2) l'ordre donné par la Cour ne doit pas être excessivement contraignant (« undue burden ») : là, le FBI allègue que modifier un système d'exploitation (par l'écriture d'un nouveau code), n'est pas contraignant pour une société dont l'activité principale repose sur l'écriture de codes, et qui dispose des moyens techniques nécessaires pour le faire. Bien que la création de ce logiciel soit probablement onéreuse, le FBI soutient que les avantages en matière de sécurité pour le public, éclipsent les inconvénients exposés par Apple. Cet argument paraît peu persuasif car la définition de ce qui est considéré comme « excessivement contraignant » n'est précisée nulle part. Elle dépendra donc entièrement de l'appréciation souveraine du juge. Cependant, l'ordre donné par la Cour est excessivement contraignant, d'après Apple, car il force la compagnie a créer un logiciel qui altère profondément l'un de ses produits, et va à l'encontre de la politique de la société qui se veut garante de la vie privée de ses utilisateurs. L'application de ce critère aux faits en l'espèce sera la plus difficile pour un juge, car les deux parties avancent des arguments convaincants.
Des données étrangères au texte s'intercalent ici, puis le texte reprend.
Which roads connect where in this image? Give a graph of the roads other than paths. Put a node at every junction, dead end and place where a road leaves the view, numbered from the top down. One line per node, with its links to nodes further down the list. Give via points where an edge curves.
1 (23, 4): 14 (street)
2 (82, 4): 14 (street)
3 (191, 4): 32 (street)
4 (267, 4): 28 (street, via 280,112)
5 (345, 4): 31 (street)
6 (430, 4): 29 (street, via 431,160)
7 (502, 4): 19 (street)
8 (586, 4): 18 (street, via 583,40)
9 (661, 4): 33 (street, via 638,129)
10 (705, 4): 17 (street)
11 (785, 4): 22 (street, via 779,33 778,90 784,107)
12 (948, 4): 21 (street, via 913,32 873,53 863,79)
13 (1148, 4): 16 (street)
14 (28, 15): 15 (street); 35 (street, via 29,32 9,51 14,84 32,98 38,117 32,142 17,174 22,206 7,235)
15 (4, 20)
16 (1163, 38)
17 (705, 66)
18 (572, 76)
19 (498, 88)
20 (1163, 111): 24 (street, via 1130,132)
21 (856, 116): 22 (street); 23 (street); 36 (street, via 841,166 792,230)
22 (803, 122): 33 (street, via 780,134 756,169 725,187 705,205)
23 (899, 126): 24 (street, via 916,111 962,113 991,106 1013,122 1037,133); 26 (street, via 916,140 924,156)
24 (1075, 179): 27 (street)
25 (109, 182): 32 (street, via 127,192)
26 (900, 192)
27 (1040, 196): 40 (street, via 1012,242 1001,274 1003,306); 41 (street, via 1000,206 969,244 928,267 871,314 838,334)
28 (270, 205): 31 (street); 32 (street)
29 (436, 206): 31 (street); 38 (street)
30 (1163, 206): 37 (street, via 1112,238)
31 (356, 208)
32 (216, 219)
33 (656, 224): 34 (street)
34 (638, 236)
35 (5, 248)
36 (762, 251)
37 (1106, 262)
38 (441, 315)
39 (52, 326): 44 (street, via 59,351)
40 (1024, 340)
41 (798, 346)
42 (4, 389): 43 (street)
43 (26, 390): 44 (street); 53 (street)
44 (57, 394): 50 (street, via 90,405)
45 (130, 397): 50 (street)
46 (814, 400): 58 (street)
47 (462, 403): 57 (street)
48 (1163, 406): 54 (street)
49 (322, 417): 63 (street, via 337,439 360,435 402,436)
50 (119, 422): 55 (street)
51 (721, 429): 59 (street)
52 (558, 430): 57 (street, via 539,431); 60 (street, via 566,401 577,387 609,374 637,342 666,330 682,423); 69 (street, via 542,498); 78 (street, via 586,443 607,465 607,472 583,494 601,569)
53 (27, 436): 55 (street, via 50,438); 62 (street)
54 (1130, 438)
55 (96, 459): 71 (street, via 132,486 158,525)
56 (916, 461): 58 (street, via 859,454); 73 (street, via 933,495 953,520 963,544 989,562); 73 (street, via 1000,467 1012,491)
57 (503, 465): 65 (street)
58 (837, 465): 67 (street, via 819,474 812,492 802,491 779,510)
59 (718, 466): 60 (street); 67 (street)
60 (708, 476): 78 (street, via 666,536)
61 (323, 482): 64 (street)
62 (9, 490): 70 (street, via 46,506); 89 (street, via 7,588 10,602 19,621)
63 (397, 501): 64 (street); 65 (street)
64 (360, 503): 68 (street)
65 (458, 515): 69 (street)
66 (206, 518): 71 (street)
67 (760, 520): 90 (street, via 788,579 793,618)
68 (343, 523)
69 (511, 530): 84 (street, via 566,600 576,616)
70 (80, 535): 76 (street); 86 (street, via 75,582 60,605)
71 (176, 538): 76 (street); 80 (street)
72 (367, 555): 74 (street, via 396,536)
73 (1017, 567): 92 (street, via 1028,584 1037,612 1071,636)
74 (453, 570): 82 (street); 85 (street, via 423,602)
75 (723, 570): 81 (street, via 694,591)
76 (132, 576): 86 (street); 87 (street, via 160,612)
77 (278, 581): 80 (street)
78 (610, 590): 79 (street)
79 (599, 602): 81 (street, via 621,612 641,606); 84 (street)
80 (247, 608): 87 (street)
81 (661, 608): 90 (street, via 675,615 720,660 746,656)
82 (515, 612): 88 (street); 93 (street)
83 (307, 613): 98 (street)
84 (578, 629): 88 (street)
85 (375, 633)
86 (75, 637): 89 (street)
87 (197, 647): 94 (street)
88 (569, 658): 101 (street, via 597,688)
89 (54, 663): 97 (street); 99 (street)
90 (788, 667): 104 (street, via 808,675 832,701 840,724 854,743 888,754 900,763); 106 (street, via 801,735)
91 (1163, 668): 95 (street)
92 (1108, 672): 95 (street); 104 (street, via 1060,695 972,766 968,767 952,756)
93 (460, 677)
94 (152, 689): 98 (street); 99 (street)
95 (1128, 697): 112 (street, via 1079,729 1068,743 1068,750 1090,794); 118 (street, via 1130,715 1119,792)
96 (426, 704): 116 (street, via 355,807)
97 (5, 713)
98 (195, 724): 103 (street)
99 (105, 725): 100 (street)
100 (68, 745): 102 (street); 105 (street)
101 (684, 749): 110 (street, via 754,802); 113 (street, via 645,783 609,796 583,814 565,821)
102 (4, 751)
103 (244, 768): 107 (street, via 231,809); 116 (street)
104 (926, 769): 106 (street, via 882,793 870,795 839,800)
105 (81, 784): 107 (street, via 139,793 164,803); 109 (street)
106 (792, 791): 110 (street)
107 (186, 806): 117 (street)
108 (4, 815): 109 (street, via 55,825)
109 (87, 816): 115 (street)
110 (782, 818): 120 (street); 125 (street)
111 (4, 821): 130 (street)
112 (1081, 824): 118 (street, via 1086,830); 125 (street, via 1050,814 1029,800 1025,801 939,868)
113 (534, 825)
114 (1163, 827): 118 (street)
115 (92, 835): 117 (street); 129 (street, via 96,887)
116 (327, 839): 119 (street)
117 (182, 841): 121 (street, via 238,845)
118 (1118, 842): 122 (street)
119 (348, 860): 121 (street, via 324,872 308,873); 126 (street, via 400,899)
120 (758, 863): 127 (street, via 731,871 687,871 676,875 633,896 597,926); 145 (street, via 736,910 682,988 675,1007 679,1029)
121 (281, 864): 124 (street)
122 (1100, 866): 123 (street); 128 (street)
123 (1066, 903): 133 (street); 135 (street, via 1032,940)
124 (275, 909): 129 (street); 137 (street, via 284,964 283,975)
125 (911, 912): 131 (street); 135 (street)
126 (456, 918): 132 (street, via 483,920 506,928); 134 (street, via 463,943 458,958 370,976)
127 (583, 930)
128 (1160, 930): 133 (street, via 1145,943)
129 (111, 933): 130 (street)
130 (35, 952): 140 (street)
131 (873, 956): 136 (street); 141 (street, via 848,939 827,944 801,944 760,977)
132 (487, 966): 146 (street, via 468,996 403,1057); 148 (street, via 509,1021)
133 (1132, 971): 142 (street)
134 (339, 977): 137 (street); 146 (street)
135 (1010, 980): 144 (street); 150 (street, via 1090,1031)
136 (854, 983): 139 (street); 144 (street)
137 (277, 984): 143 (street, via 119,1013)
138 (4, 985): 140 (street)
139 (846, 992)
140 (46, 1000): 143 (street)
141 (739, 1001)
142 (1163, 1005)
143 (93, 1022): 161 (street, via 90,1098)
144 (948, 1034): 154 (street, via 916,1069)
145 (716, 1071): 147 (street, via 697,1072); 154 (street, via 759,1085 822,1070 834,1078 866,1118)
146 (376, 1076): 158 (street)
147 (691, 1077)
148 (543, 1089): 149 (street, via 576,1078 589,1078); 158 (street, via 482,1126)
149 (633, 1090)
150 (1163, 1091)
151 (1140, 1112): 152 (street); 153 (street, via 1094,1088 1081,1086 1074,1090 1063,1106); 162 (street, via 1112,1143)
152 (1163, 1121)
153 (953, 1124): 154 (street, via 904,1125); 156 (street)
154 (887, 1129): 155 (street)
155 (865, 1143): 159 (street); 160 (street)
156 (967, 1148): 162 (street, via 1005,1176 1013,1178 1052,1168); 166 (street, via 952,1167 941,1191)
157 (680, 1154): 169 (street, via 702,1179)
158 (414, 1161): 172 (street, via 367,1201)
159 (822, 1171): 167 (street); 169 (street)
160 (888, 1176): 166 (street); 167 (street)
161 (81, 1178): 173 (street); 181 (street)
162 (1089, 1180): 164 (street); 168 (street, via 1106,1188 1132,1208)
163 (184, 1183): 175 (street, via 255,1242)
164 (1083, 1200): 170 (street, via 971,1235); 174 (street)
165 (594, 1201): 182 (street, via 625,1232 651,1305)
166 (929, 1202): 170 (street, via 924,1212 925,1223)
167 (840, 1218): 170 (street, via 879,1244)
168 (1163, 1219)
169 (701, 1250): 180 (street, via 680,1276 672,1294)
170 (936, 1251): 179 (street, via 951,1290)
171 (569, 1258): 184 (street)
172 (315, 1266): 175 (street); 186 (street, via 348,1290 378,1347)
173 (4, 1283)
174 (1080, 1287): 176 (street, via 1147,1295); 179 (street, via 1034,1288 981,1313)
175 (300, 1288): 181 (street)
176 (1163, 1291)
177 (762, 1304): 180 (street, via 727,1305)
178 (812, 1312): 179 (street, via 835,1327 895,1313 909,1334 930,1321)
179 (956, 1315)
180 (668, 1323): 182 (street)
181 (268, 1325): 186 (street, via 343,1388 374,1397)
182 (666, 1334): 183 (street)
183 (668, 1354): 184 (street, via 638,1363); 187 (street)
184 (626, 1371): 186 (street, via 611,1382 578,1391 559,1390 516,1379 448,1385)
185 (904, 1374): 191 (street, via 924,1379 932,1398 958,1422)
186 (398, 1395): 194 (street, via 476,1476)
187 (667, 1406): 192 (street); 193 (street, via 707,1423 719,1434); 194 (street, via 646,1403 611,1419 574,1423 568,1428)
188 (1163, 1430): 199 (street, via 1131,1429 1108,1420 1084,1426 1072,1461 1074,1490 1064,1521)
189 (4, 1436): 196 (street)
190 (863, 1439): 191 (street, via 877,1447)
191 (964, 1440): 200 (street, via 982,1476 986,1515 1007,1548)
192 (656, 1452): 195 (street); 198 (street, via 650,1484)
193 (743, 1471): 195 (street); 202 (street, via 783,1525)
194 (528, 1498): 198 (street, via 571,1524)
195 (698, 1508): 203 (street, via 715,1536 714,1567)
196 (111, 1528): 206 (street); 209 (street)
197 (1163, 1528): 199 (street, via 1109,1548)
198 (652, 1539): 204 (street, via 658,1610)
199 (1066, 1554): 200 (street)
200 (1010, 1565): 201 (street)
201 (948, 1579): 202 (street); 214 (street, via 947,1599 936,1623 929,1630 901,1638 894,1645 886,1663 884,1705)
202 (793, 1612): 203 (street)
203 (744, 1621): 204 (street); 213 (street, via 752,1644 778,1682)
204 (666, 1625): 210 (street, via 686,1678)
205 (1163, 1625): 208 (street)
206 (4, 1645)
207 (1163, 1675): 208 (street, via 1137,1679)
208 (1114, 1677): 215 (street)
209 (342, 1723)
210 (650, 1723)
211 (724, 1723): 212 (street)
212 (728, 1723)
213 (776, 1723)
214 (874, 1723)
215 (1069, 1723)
3) l'aide apportée par le tiers doit être « nécessaire » afin de réaliser l'objectif posé par le mandat : le FBI soutient que les contenus du smartphone pourraient permettre de remonter vers des terroristes situés à l'étranger ou vers des complices sur le territoire, et seule la société Apple a les moyens techniques de permettre d'accéder à ces données chiffrées. Ainsi, l'aide est « nécessaire ». Pourtant, d'autres agences étatiques pourraient aider le FBI à déverrouiller le téléphone en question, comme la NSA, et rien n'indique que les données sur le téléphone soient cruciales pour les besoins de l'enquête, comme l'a indiqué le chef de la police de San Bernardino (« Il y a de grandes chances pour que les données du téléphone n'aient aucune valeur pour l'enquête »). Ainsi, le déverrouillage du téléphone ne paraît pas assez nécessaire à l'enquête, et ne semble pas justifier d'imposer à Apple une telle aide.

 

Néanmoins, le FBI avance que les trois critères sont remplis et que la loi AWA doit s'appliquer à l'affaire présente. Il demande ainsi au juge de contraindre Apple à aider les enquêteurs. Apple soutient que les faits de la jurisprudence New York Telephone sont trop différents des faits de l'espèce (la police contraignait non pas un tiers, mais le défendeur), et que la décision ne peut donc être appliquée ici. Cependant, même si elle venait à être appliquée, les trois critères ne seraient pas remplis et, en outre, l’État méconnait les dispositions de la loi CALEA. En effet, Apple s'appuie fortement sur le Communications Assistance for Law Enforcement Act de 1994, ou CALEA, (47 U.S.C 1001-1010) pour convaincre le juge que l’État ne peut baser son action sur la loi AWA. Le CALEA est essentiel ici car il définit les circonstances selon lesquelles des sociétés privées sont tenues de créer des systèmes pour aider les autorités dans la cadre de leurs enquêtes. CALEA défini également spécifiquement les situations où ces sociétés ne peuvent être contraintes à créer des programmes et systèmes pour aider les forces de l'ordre.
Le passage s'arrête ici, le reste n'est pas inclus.